University of Torino, Italy

Title: Intraoperative navigation in oral and maxillofacial surgery

Biography

Biography: Emanuele Zavattero

Abstract

Aim: Aim of this study is to explore the indication and application of intraoperative navigation in cranio-maxillo-facial surgery. This study introduces our experience with the use of navigational techniques and summarizes its advantages in the oral and maxillofacial field.

Patients & Methods: 64 (105) patients including 88 zygomatic-orbital-maxillary fractures, five craniofacial fibrous displasia, five midface tumors, six chronic sinusitis and one case with facial foreign body were enrolled in the study. CT scans were performed and data imported onto the navigational platform (Brainlab, iPlan ENT-CMF 3.0) to plan the operation. The osteotomy lines, amount and range of resection, the reduction position of bony segments and the position and shape of the implants were determined and displayed by preoperative simulation with mirroring and virtual procedures. All operations were performed under the guidance of navigation system (Brainlab, Germany). The postoperative control was obtained for each patients by image-fusion, superimposing the preoperative CT dataset with the virtual template onto the postoperative CT dataset.

Results: All operations were performed successfully with the guidance of real-time navigation. Through registration, an accurate match between the real anatomy and the CT images was achieved (mean error < 1 mm). Good coincidence between virtual simulation and surgical result was achieved in all cases. All patients healed uneventfully and function and profile was improved significantly.

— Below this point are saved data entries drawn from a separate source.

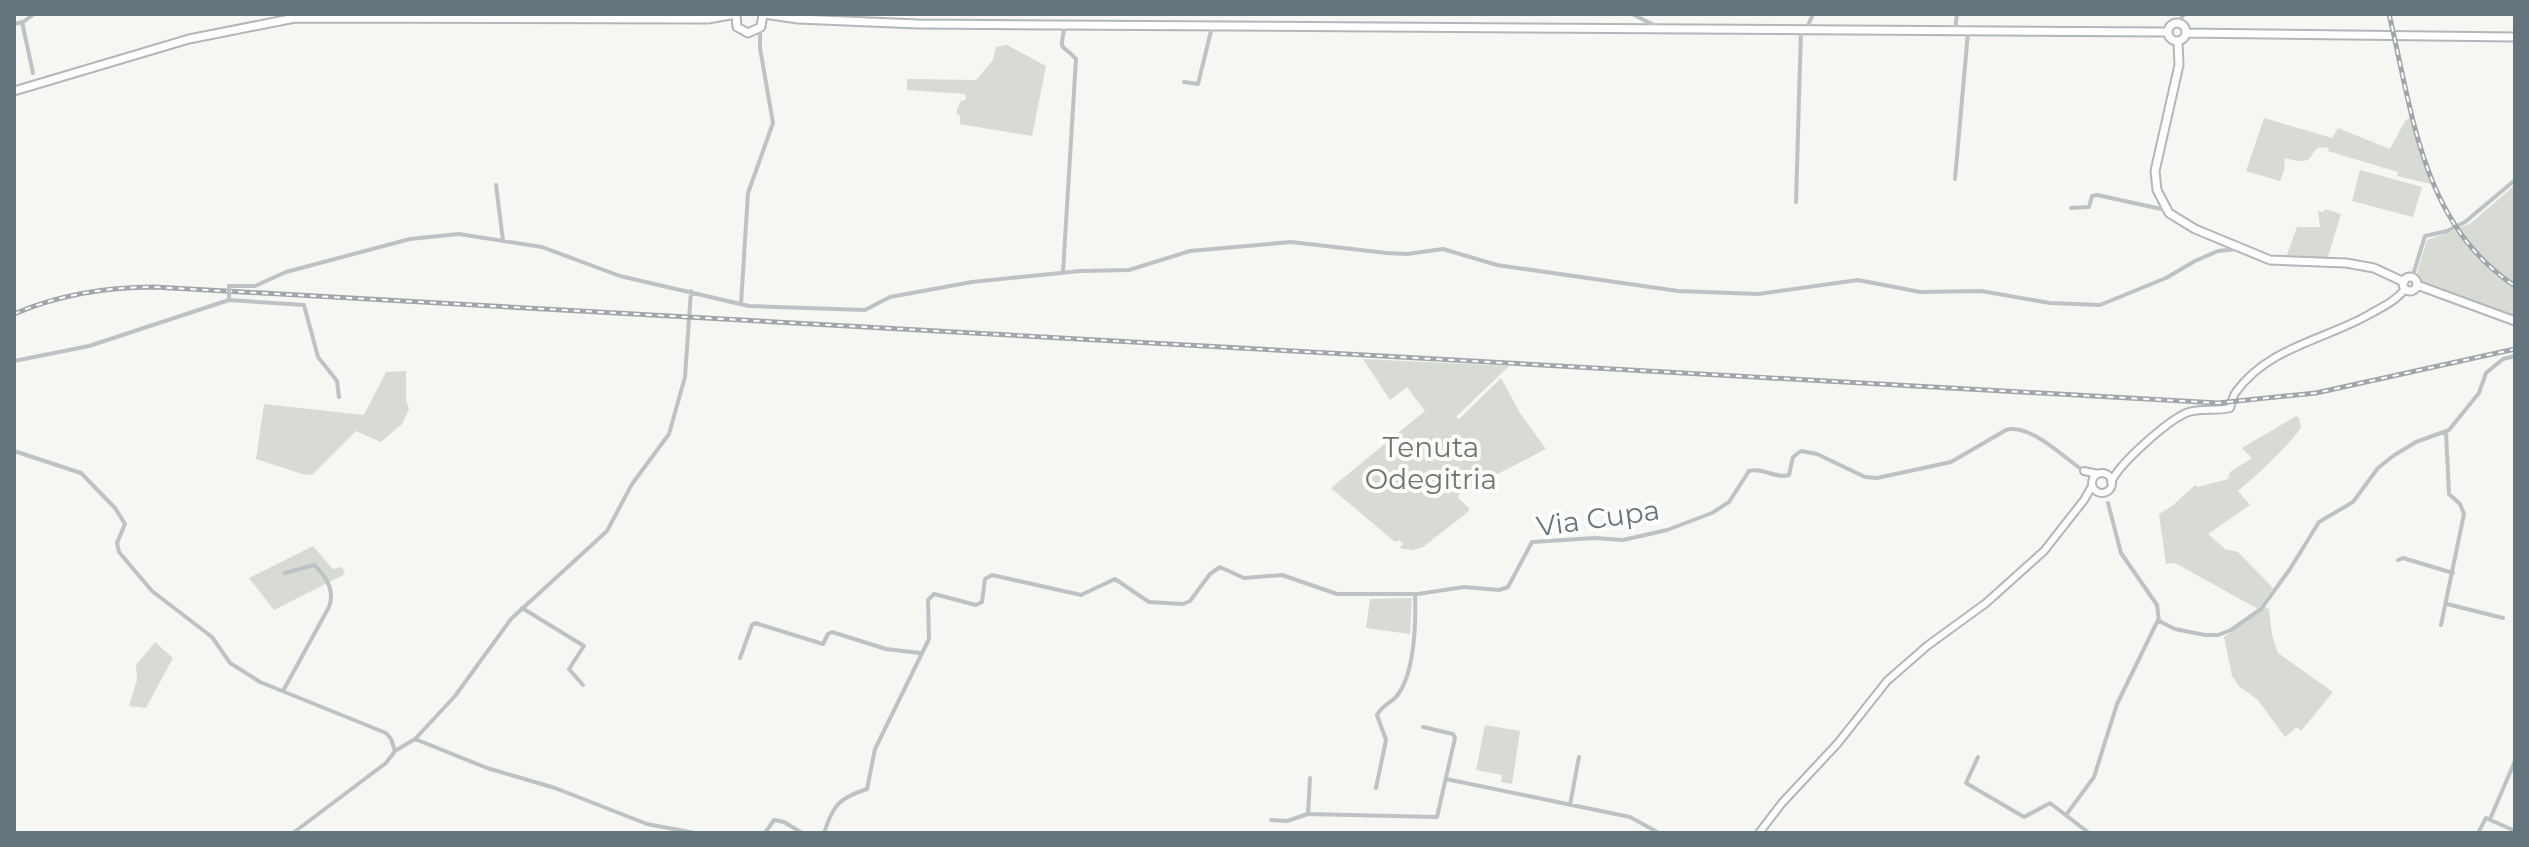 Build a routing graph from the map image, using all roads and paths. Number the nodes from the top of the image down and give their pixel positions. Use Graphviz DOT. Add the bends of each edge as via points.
graph roads {
  1 [pos="34,14"];
  2 [pos="736,14"];
  3 [pos="763,14"];
  4 [pos="1632,14"];
  5 [pos="1813,14"];
  6 [pos="1957,14"];
  7 [pos="2184,14"];
  8 [pos="721,18"];
  9 [pos="798,19"];
  10 [pos="22,22"];
  11 [pos="2178,23"];
  12 [pos="14,24"];
  13 [pos="736,24"];
  14 [pos="1065,25"];
  15 [pos="761,27"];
  16 [pos="1212,27"];
  17 [pos="1658,27"];
  18 [pos="1804,30"];
  19 [pos="1955,32"];
  20 [pos="1968,32"];
  21 [pos="2167,32"];
  22 [pos="748,33"];
  23 [pos="2186,33"];
  24 [pos="2515,37"];
  25 [pos="2178,42"];
  26 [pos="760,48"];
  27 [pos="33,73"];
  28 [pos="1184,82"];
  29 [pos="14,91"];
  30 [pos="1955,179"];
  31 [pos="2515,180"];
  32 [pos="496,185"];
  33 [pos="1796,202"];
  34 [pos="2071,208"];
  35 [pos="2168,210"];
  36 [pos="503,241"];
  37 [pos="2238,249"];
  38 [pos="1063,272"];
  39 [pos="2409,283"];
  40 [pos="691,291"];
  41 [pos="229,300"];
  42 [pos="741,304"];
  43 [pos="2515,321"];
  44 [pos="2515,356"];
  45 [pos="14,361"];
  46 [pos="339,397"];
  47 [pos="2446,432"];
  48 [pos="14,451"];
  49 [pos="2119,470"];
  50 [pos="2084,471"];
  51 [pos="2102,474"];
  52 [pos="2092,484"];
  53 [pos="2105,490"];
  54 [pos="2084,500"];
  55 [pos="2108,503"];
  56 [pos="2398,560"];
  57 [pos="285,573"];
  58 [pos="2453,573"];
  59 [pos="1415,594"];
  60 [pos="2447,604"];
  61 [pos="522,608"];
  62 [pos="2159,618"];
  63 [pos="2503,618"];
  64 [pos="2441,625"];
  65 [pos="920,653"];
  66 [pos="740,658"];
  67 [pos="583,685"];
  68 [pos="283,691"];
  69 [pos="1423,727"];
  70 [pos="415,739"];
  71 [pos="395,751"];
  72 [pos="1579,757"];
  73 [pos="1978,757"];
  74 [pos="2515,761"];
  75 [pos="1310,778"];
  76 [pos="1446,779"];
  77 [pos="1376,788"];
  78 [pos="1570,805"];
  79 [pos="1308,814"];
  80 [pos="2066,815"];
  81 [pos="2490,819"];
  82 [pos="1271,820"];
  83 [pos="2515,831"];
  84 [pos="293,833"];
  85 [pos="695,833"];
  86 [pos="765,833"];
  87 [pos="802,833"];
  88 [pos="824,833"];
  89 [pos="1659,833"];
  90 [pos="1759,833"];
  91 [pos="2089,833"];
  92 [pos="2478,833"];
  1 -- 10 [label="street"];
  2 -- 8 [label="main road"];
  2 -- 13 [label="main road"];
  3 -- 9 [label="main road"];
  3 -- 15 [label="main road"];
  4 -- 17 [label="street"];
  5 -- 18 [label="street"];
  6 -- 19 [label="street"];
  7 -- 11 [label="street"];
  8 -- 13 [label="main road"];
  8 -- 29 [label="main road" via="295,18 189,39"];
  9 -- 14 [label="main road"];
  9 -- 15 [label="main road"];
  10 -- 12 [label="street"];
  10 -- 27 [label="street"];
  11 -- 21 [label="main road"];
  11 -- 23 [label="main road"];
  13 -- 22 [label="main road"];
  14 -- 16 [label="main road"];
  14 -- 38 [label="street" via="1062,49 1076,59"];
  15 -- 22 [label="main road"];
  15 -- 26 [label="street"];
  16 -- 17 [label="main road"];
  16 -- 28 [label="street" via="1198,84"];
  17 -- 18 [label="main road"];
  18 -- 19 [label="main road"];
  18 -- 33 [label="street"];
  19 -- 20 [label="main road"];
  20 -- 21 [label="main road"];
  20 -- 30 [label="street"];
  21 -- 25 [label="main road"];
  22 -- 26 [label="street"];
  23 -- 24 [label="main road"];
  23 -- 25 [label="main road"];
  25 -- 35 [label="main road" via="2179,65 2155,171 2157,190"];
  26 -- 42 [label="street" via="773,125 748,193"];
  31 -- 39 [label="street" via="2465,222 2425,236"];
  32 -- 36 [label="street"];
  34 -- 35 [label="street" via="2085,209 2097,195"];
  35 -- 37 [label="main road" via="2184,224"];
  36 -- 40 [label="street" via="542,247 620,276"];
  36 -- 41 [label="street, bridge" via="459,234 410,239 286,272 255,286 229,286"];
  37 -- 38 [label="street" via="2218,251 2100,305 1981,291 1920,292 1858,280 1758,294 1678,291 1497,265 1443,249 1407,254 1291,242 1190,251 1129,270"];
  37 -- 39 [label="main road" via="2281,262 2374,268"];
  38 -- 42 [label="street" via="890,297 865,310"];
  39 -- 43 [label="main road"];
  39 -- 49 [label="street" via="2351,326 2279,354 2242,385 2230,408 2185,413"];
  40 -- 42 [label="street"];
  40 -- 61 [label="street" via="685,377 669,434 632,484 607,531"];
  41 -- 45 [label="street" via="89,346"];
  41 -- 46 [label="street" via="304,305 318,357 337,381"];
  44 -- 47 [label="street" via="2486,373 2479,393"];
  47 -- 58 [label="street" via="2449,494 2464,512"];
  47 -- 62 [label="street" via="2393,456 2353,502 2319,522 2265,605 2231,630 2205,635 2167,627"];
  48 -- 68 [label="street" via="84,476 123,518 117,549 144,582 212,637 230,663"];
  49 -- 51 [label="street"];
  49 -- 53 [label="street"];
  50 -- 51 [label="street"];
  50 -- 52 [label="street"];
  50 -- 59 [label="street, Via Cupa" via="2018,428 1951,462 1877,478 1801,451 1793,457 1789,475 1749,471 1729,502 1667,530 1623,540 1532,542 1505,588"];
  51 -- 52 [label="street"];
  51 -- 53 [label="street"];
  52 -- 53 [label="street"];
  52 -- 54 [label="street"];
  53 -- 54 [label="street"];
  53 -- 55 [label="street"];
  54 -- 90 [label="street" via="2044,551 1887,681"];
  55 -- 62 [label="street" via="2121,553 2157,605"];
  56 -- 58 [label="street"];
  57 -- 68 [label="street" via="314,565 332,597"];
  58 -- 60 [label="street"];
  59 -- 65 [label="street, Via Cupa" via="1337,594 1282,575 1244,578 1220,567 1183,604 1149,602 1115,579 1081,595 992,575 985,579 982,602 976,605 934,594 928,600 929,639"];
  59 -- 77 [label="street" via="1413,660 1396,696 1377,715 1386,740"];
  60 -- 63 [label="street"];
  60 -- 64 [label="street"];
  61 -- 67 [label="street" via="584,646 569,669"];
  61 -- 70 [label="street"];
  62 -- 80 [label="street" via="2117,704 2096,775"];
  65 -- 66 [label="street" via="886,649 832,632 823,644 755,623"];
  65 -- 88 [label="street" via="875,749 867,789 845,796"];
  68 -- 71 [label="street" via="386,733"];
  69 -- 76 [label="street" via="1455,736"];
  70 -- 71 [label="street"];
  70 -- 85 [label="street" via="649,825"];
  71 -- 84 [label="street"];
  72 -- 78 [label="street"];
  73 -- 80 [label="street" via="1966,783 2024,817 2048,802"];
  74 -- 81 [label="street"];
  75 -- 79 [label="street"];
  76 -- 78 [label="street"];
  76 -- 79 [label="street" via="1435,817"];
  78 -- 89 [label="street" via="1630,817"];
  79 -- 82 [label="street"];
  80 -- 91 [label="street"];
  81 -- 83 [label="street"];
  81 -- 92 [label="street"];
  86 -- 87 [label="street" via="777,820"];
}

Discussion & Conclusion: Several studies in cranio-maxillofacial surgery have addressed the benefit and outcome improvement of computer-assisted surgery. In oral and maxillofacial surgery the demands for precision, optimal function and aesthetic results are high and the complex and distorted anatomy with loss of anatomic landmarks makes this type of surgery particularly difficult. The intraoperative control is achieved by real-time instrument tracking during surgery, keeping in mind that registration techniques used is a key element in precision of surgical navigation. To conclude, computer-assisted preoperative planning and surgery thus advance the difficult surgical field of orbital surgery and computer-assisted surgery should be practiced as part of the surgical routine of posttraumatic and primary orbital reconstruction.